The Anatole France First Amendment of Citizens United?

January 21, 2010
Guest Post

By Brenda Wright, Director of Democracy Program, Demos

With today's decision in Citizens United, the Roberts Court has proudly unveiled the Anatole France First Amendment. "The law, in its majestic impartiality, forbids the rich and poor alike to sleep under bridges and beg in the streets," Anatole France famously wrote. After today, the First Amendment, in its majestic impartiality, will allow ordinary citizens and massive corporations alike to spend as much as they desire to elect their preferred candidates to office.

In a pre-argument blog on Citizens United, I pointed out how radically the scale of money in politics would change if the Court were to hold that the First Amendment outlaws any distinction between giant corporations and individuals when it comes to electoral spending. As the Solicitor General's supplemental brief in Citizens United explains:

During the 2007-2008 election cycle . . . FEC-registered political parties spent $1.5 billion, and federal PACs spent $1.2 billion, while the Fortune 100 companies had combined revenues of $13.1 trillion and profits of $605 billion. If those 100 companies alone had devoted just one percent of their profits (or one-twentieth of one percent of their revenues) to electoral advocacy, such spending would have more than doubled the federally-reported disbursements of all American political parties and PACs combined.

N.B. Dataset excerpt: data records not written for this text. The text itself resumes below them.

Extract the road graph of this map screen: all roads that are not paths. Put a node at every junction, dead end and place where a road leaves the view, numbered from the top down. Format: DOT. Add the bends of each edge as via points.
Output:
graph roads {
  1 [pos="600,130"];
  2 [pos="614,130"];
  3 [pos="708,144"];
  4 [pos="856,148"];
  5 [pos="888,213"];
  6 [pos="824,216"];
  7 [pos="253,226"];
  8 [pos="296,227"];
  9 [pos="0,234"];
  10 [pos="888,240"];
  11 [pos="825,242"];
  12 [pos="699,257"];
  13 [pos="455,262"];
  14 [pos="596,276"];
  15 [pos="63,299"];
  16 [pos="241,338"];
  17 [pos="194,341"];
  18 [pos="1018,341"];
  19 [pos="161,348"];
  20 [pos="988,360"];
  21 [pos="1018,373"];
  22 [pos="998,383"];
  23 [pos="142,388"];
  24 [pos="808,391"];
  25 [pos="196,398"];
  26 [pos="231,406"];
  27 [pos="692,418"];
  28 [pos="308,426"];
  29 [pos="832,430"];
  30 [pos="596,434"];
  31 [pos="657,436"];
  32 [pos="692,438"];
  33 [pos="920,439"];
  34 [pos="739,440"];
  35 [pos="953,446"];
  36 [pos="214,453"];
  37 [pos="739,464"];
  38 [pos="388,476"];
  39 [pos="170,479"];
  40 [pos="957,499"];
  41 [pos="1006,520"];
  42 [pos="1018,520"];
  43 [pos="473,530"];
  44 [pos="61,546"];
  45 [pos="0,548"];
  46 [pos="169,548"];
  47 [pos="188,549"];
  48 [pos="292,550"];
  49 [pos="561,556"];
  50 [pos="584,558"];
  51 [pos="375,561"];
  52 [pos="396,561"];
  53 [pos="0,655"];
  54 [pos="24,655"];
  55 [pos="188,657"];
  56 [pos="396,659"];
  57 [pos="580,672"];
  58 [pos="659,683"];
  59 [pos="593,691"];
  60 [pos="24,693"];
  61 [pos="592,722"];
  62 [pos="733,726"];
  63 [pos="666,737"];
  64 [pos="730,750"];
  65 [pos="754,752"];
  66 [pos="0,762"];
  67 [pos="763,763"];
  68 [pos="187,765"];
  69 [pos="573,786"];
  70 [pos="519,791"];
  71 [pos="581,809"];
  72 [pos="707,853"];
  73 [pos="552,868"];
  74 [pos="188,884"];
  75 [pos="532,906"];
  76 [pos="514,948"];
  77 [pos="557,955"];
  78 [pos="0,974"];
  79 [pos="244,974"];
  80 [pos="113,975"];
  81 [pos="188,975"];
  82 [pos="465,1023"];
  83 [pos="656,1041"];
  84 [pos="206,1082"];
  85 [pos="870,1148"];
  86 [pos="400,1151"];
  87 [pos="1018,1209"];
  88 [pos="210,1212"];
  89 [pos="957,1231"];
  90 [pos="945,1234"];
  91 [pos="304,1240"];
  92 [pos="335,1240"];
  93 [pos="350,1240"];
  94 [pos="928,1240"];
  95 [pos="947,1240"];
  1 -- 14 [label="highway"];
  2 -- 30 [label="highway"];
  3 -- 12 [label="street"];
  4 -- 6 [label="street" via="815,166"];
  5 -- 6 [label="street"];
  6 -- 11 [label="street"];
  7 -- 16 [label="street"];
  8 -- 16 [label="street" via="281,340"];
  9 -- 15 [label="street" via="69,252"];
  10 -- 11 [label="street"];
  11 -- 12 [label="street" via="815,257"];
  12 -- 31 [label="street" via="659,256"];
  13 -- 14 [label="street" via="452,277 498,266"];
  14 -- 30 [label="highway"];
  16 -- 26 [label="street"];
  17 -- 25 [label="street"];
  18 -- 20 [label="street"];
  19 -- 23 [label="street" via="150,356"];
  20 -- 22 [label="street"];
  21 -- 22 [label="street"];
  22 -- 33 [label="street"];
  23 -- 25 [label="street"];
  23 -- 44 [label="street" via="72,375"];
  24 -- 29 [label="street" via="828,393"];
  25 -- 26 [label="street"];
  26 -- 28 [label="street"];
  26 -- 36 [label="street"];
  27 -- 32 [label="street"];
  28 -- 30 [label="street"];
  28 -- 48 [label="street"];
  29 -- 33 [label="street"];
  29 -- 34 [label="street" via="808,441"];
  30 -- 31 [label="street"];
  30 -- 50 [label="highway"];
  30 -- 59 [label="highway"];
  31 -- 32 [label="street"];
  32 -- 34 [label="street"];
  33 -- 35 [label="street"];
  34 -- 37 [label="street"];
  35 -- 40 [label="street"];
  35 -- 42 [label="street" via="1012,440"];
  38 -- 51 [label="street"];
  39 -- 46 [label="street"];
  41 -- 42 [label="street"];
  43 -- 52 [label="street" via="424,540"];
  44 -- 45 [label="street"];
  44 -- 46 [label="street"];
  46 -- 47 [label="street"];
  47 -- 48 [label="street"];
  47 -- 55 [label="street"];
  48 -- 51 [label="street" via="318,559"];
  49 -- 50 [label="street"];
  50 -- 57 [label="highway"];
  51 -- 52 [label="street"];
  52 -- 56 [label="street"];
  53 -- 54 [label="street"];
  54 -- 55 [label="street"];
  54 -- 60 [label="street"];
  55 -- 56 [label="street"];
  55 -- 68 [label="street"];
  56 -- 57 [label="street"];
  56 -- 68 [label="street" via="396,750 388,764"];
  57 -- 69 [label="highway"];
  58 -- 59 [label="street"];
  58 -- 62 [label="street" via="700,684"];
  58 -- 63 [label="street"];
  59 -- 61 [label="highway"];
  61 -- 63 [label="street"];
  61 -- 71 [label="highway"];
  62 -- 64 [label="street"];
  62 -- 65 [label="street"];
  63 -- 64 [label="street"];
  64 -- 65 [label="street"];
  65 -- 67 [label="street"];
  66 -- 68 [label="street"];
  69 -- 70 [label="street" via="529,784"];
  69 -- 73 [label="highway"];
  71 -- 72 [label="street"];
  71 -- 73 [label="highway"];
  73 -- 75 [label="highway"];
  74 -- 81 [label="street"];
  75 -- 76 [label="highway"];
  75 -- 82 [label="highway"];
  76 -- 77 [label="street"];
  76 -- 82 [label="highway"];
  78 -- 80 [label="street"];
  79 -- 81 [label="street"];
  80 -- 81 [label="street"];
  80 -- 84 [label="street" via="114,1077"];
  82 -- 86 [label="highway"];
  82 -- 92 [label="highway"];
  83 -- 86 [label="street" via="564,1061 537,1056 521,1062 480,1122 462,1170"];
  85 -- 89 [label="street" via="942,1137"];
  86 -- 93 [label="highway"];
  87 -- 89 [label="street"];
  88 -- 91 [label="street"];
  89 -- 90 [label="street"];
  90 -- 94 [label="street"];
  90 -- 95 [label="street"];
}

One of the most striking features of the majority opinion is thus the disconnect between its rhetoric - which frames the ideal of protecting the political arena from the terrible dangers of public oversight - and the reality - namely, the massive damage the decision itself will do to the political arena and the ideal of self governance by unleashing for-profit corporate treasury funds in the electoral sphere. At the heart of this disconnect is the deeply flawed assumption that political spending by an artificial, entirely state-created entity such as a for-profit corporation serves precisely the same function of self-expression and political actualization as it does for an individual person. The amicus brief that I helped author for the American Independent Business Alliance summarized the problems with that assumption as follows:

The governance system of . . . corporations is highly successful for the pursuit of profit, making them important instruments in the economic sphere. But the very factors that make the corporate form an effective instrument of wealth accumulation are the factors that make it inappropriate for corporations to claim the full panoply of First Amendment protections for political speech and participation that are enjoyed by natural persons. Because of the way corporations are structured, corporate speech does not express the political views of any individual or group of individuals associated with the corporation. Moreover, the constraints that drive a corporation's political speech - the requirement that corporate actions all must be calibrated toward profit - directly undermine the notion that a corporation can be a free participant in the marketplace of ideas. And precisely because a corporation enjoys significant state-created economic advantages designed for the narrow purpose of furthering wealth-accumulation, corporate participation in candidate campaigns promotes market entrenchment and corrupts the political marketplace in a fundamentally undemocratic manner.

Justice Stevens' dissent picks up on these themes (and even quotes our amicus brief, the only kind of comfort the reform side is getting from campaign finance opinions these days). In Justice Stevens' words "the fact that corporations are different from human beings might seem to need no elaboration, except that the majority opinion almost completely elides it." He continues:

Corporations have no consciences, no beliefs, no feelings, no thoughts, no desires. Corporations help structure and facilitate the activities of human beings, to be sure, and their "personhood" often serves as a useful legal fiction. But they are not themselves members of "We the People" by whom and for whom our Constitution was established.

But the majority's decision to overrule decades of precedent in order to unleash for-profit corporate participation in the political marketplace displays an even more striking disconnect when we think about the timing of the decision. The notion of perfecting our democracy by casting off all restrictions on corporate political spending comes on the heels of massive and appalling failures of corporate governance in the economic sphere itself - the very sphere for which the corporate form was created. Unrestrained and under-regulated pursuit of corporate profit helped spark a financial meltdown that wiped out $2 trillion in retirement savings in 15 months, lost 2 million homes to foreclosure over the past two years; and saw the disappearance of 7.2 million jobs. In the wake of all this, the Roberts Court's response is to ask "What could possibly go wrong from putting corporations in charge of politics too?"

The reform movement is gearing up quickly to move from outrage to action. The responses vary. Many are calling on a renewed push for public financing of congressional elections to help give citizens a place at the table; others are urging the need for a constitutional amendment to overturn the decision; and others are proposing shareholder protection measures that would give shareholders greater control over political spending by corporations. All of these approaches have promise and should be widely debated in the coming days.